Le Prince de Hombourg est une pièce mythique créée à Avignon par son fondateur, Jean Vilar, en 1951, qui tenait le rôle du Prince Electeur. Gérard Philipe incarnait le prince, Jeanne Moreau celui de Nathalie. La remettre à l’honneur cette année dans la cour du Palais des Papes est un acte fort de la part d’Olivier Py, le nouveau directeur du Festival d’Avignon. Le signe clair d’une volonté de retour aux sources.

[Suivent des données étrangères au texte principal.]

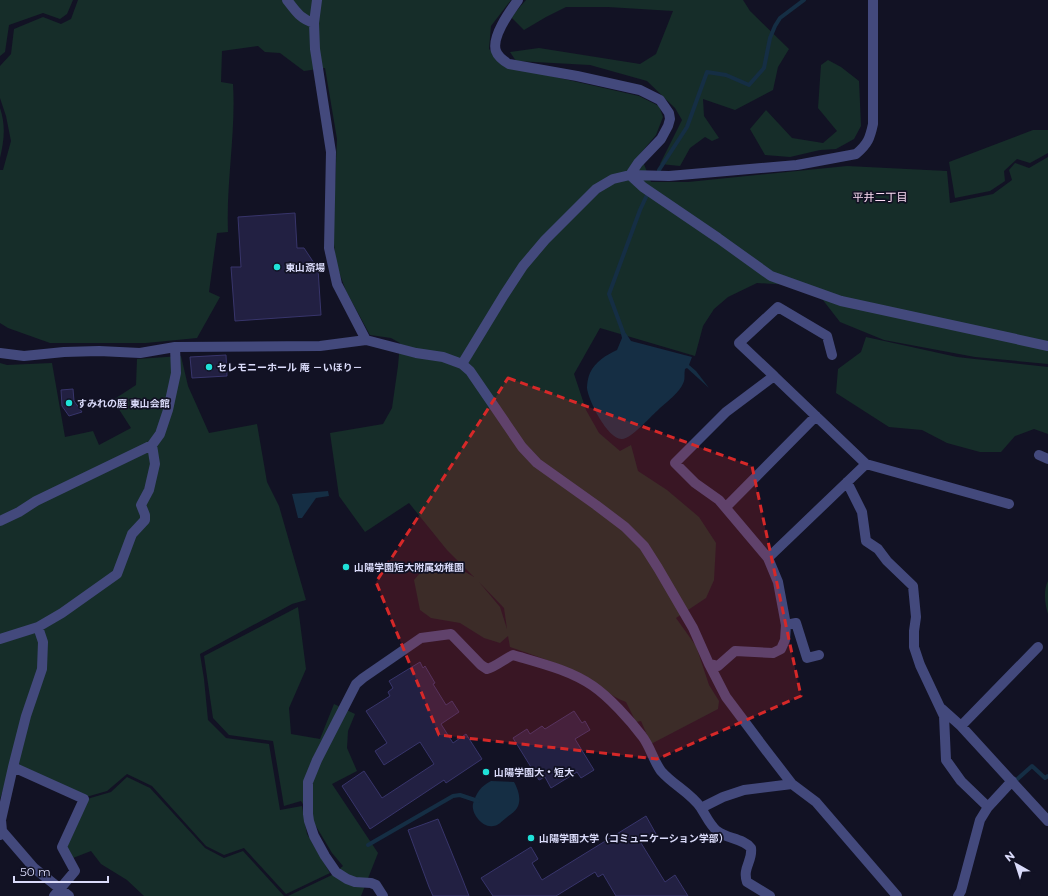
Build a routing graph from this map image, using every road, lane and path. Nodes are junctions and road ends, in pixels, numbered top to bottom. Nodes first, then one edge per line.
1 (287, 0) edge
2 (317, 0) edge
3 (518, 0) edge
4 (873, 0) edge
5 (314, 23) junction
6 (630, 175) junction
7 (366, 340) junction
8 (1048, 346) edge
9 (175, 347) junction
10 (0, 353) edge
11 (832, 355) dead end
12 (462, 364) junction
13 (774, 376) junction
14 (816, 416) junction
15 (152, 445) junction
16 (866, 464) junction
17 (847, 482) junction
18 (1010, 504) dead end
19 (726, 507) junction
20 (0, 521) edge
21 (768, 558) junction
22 (786, 625) junction
23 (38, 627) junction
24 (0, 639) edge
25 (1038, 647) dead end
26 (819, 655) dead end
27 (709, 664) junction
28 (940, 708) junction
29 (961, 726) junction
30 (13, 767) junction
31 (1013, 783) junction
32 (792, 784) junction
33 (988, 807) junction
34 (701, 808) junction
35 (1048, 821) edge
36 (1, 833) edge
37 (57, 893) edge
38 (69, 896) edge
39 (383, 896) edge
40 (770, 896) edge
41 (896, 896) edge
42 (958, 896) edge

1 - 5 street
2 - 5 street
3 - 6 street
4 - 6 street
5 - 7 street
6 - 8 street
6 - 12 street
7 - 9 street
7 - 12 street
9 - 10 street
9 - 15 street
11 - 13 street
12 - 27 street
13 - 14 street
13 - 19 street
14 - 16 street
14 - 19 street
15 - 20 street
15 - 23 street
16 - 17 street
16 - 18 street
17 - 21 street
17 - 28 street
19 - 21 street
21 - 22 street
22 - 26 street
22 - 27 street
23 - 24 street
23 - 30 street
25 - 29 street
27 - 32 street
28 - 29 street
28 - 33 street
29 - 31 street
30 - 36 street
30 - 37 street
31 - 33 street
31 - 35 street
32 - 34 street
32 - 41 street
33 - 42 street
34 - 39 street
34 - 40 street
36 - 37 street
37 - 38 street

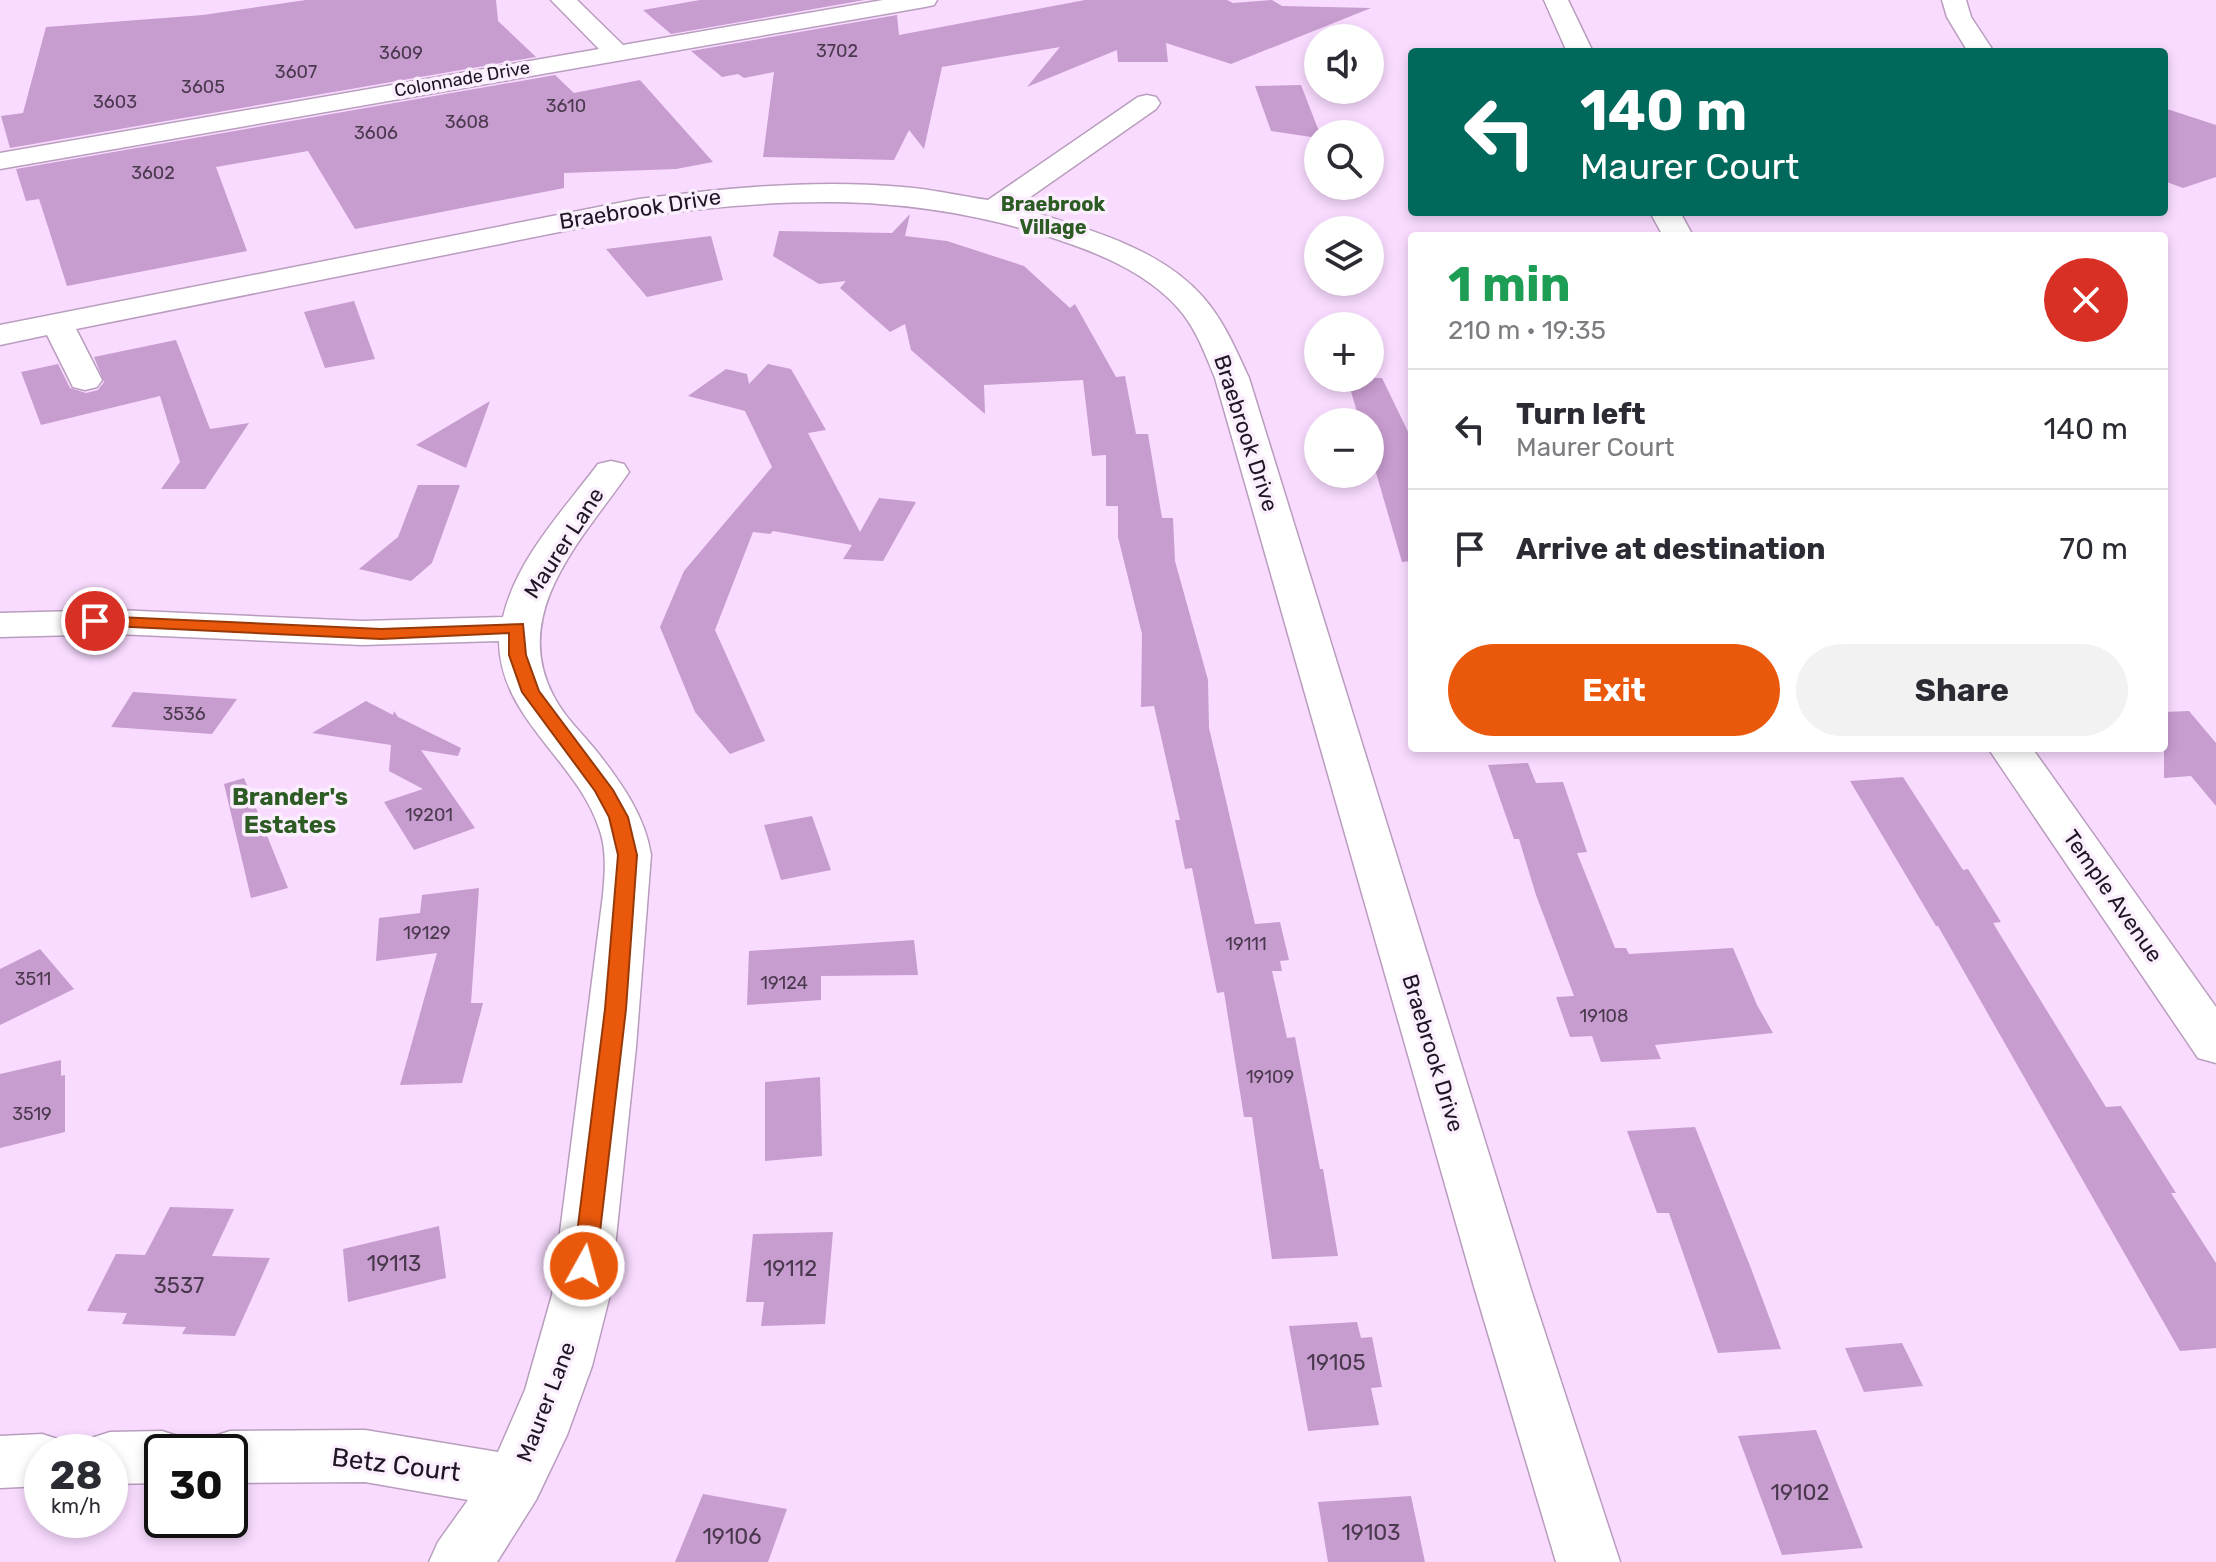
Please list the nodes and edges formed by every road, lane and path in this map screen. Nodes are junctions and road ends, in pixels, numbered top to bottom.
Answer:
1 (563, 0) edge
2 (925, 0) edge
3 (1556, 0) edge
4 (1954, 0) edge
5 (1578, 48) edge
6 (1978, 48) edge
7 (616, 52) junction
8 (1147, 103) dead end
9 (0, 161) edge
10 (993, 210) junction
11 (57, 323) junction
12 (0, 335) edge
13 (85, 380) dead end
14 (611, 472) dead end
15 (0, 625) edge
16 (517, 628) junction
17 (2013, 752) edge
18 (2216, 1045) edge
19 (248, 1457) edge
20 (24, 1461) edge
21 (0, 1462) edge
22 (514, 1481) junction
23 (461, 1562) edge
24 (1588, 1562) edge

1 - 7 street
2 - 7 street, Colonnade Drive
3 - 5 street
4 - 6 street
7 - 9 street, Colonnade Drive
8 - 10 street
10 - 11 street, Braebrook Drive
10 - 24 street, Braebrook Drive
11 - 12 street, Braebrook Drive
11 - 13 street
14 - 16 street, Maurer Lane
15 - 16 street
16 - 22 street, Maurer Lane
17 - 18 street, Temple Avenue
19 - 22 street, Betz Court
20 - 21 street
22 - 23 street, Maurer Lane

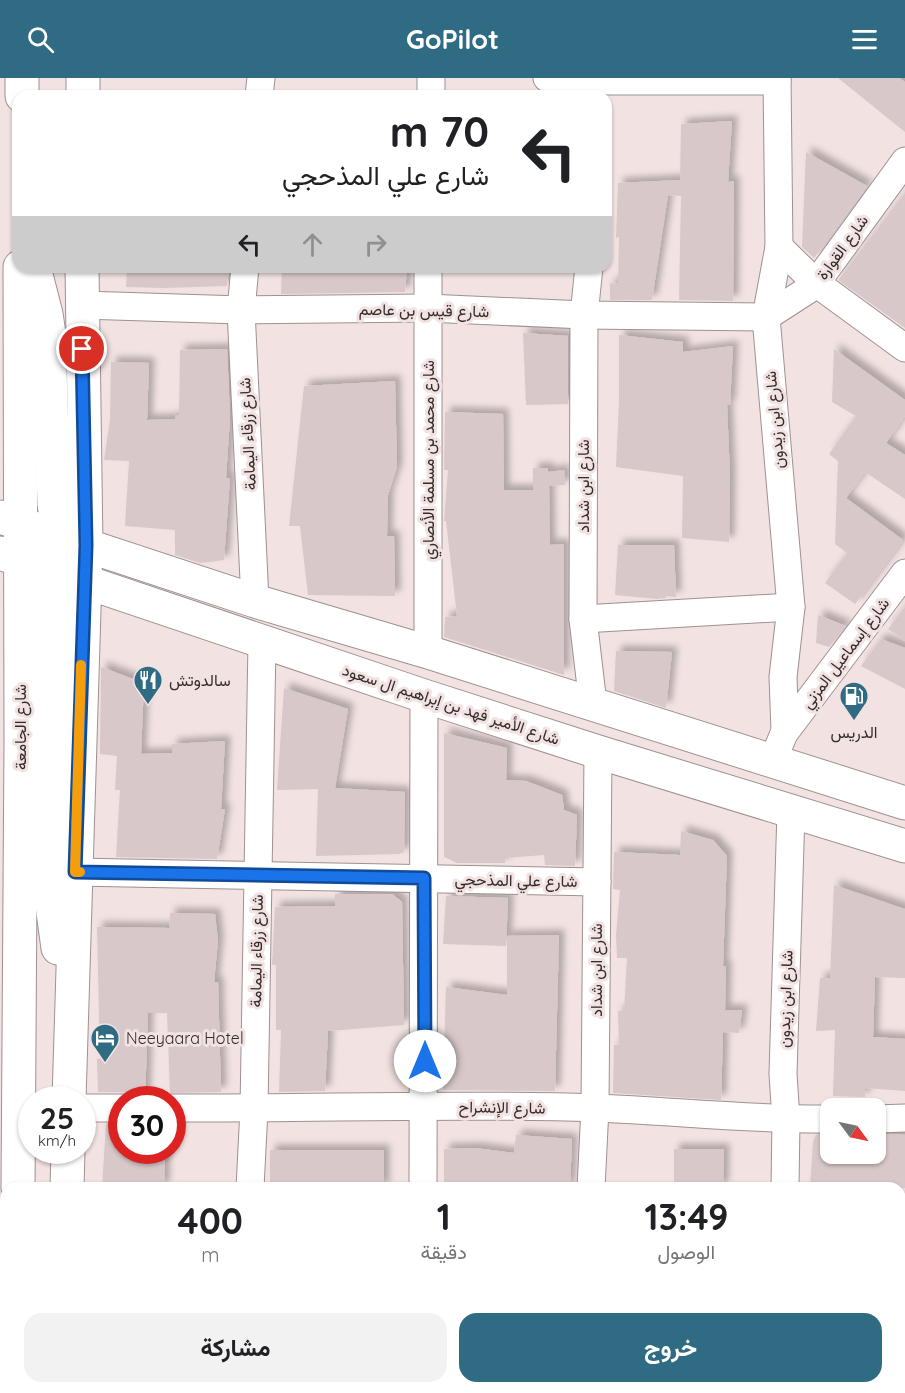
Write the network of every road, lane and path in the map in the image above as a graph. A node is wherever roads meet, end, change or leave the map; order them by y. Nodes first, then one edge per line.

Parce que le théâtre populaire est de retour dans la cour du Palais des Papes

Jean Vilar est l’inventeur de la notion de «théâtre populaire», qu’il défendait. Le fondateur du Festival d’Avignon militait pour des spectacles de qualité, accessibles au plus grand nombre. Du théâtre «élitaire pour tous», selon la formule d’Antoine Vitez. La mise en scène de Giorgio Barberio Corsetti s’inscrit totalement dans cette lignée. Il utilise le cadre fabuleux de la cour du Palais avec brio: ses fenêtres dont il fait sortir les comédiens, son mur légendaire, sa magie… La scénographie, toute en jeux de lumières et en images animées projetées, donne toute sa puissance à la pièce de Kleist. Du grand spectacle, de toute beauté, pour venir appuyer un texte exigeant, profond, métaphysique, sur le pouvoir, la justice, l’honneur et la responsabilité, l’obéissance aux règles, la mort…

Parce que Xavier Gallais n’a rien à envier à Gérard Philippe

Cela fait bien longtemps que ce comédien surdoué, élève de Daniel Mesguich et de Muriel Mayette, a fait ses preuves. En 2012, déjà, il jouait dans la cour dans La Mouette, mise en scène par Arthur Nauzyciel. Là, il est un Prince de Hombourg rêveur et fantasque, ingénu et nébuleux. Tout en grâce et en légèreté. Éléonore Joncquez, qui joue la courageuse et délicate princesse Nathalie, est déchirante de pudeur enfouie, de force intériorisée. Un casting très à la hauteur de l’événement.